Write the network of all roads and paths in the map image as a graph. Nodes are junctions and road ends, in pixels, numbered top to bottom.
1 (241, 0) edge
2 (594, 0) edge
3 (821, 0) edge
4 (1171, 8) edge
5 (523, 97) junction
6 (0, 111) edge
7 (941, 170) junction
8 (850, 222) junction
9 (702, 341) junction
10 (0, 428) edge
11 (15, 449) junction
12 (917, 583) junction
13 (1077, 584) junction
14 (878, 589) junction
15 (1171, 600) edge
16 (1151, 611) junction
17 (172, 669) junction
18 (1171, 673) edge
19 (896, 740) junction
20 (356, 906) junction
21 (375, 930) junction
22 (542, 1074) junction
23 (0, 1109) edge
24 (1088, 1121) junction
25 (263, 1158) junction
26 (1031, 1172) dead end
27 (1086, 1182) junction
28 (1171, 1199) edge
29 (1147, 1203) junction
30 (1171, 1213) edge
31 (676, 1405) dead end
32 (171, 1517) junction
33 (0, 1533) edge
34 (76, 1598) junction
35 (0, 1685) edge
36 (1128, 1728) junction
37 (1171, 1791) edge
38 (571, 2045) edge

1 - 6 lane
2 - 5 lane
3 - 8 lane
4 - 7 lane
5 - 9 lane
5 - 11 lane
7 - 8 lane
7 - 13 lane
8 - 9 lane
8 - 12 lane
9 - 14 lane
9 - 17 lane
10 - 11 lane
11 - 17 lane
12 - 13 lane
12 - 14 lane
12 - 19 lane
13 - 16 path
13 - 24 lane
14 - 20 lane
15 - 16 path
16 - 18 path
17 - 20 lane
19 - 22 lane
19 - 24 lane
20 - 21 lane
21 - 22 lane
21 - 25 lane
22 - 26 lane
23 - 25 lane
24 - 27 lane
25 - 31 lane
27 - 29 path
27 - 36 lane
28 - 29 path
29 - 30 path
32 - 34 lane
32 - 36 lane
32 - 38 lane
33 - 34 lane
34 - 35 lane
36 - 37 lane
——
YOUR ASSIGNMENT: Reproduce each line of the records in which the string "dead" appears.

ANSWER SPACE:
26 (1031, 1172) dead end
31 (676, 1405) dead end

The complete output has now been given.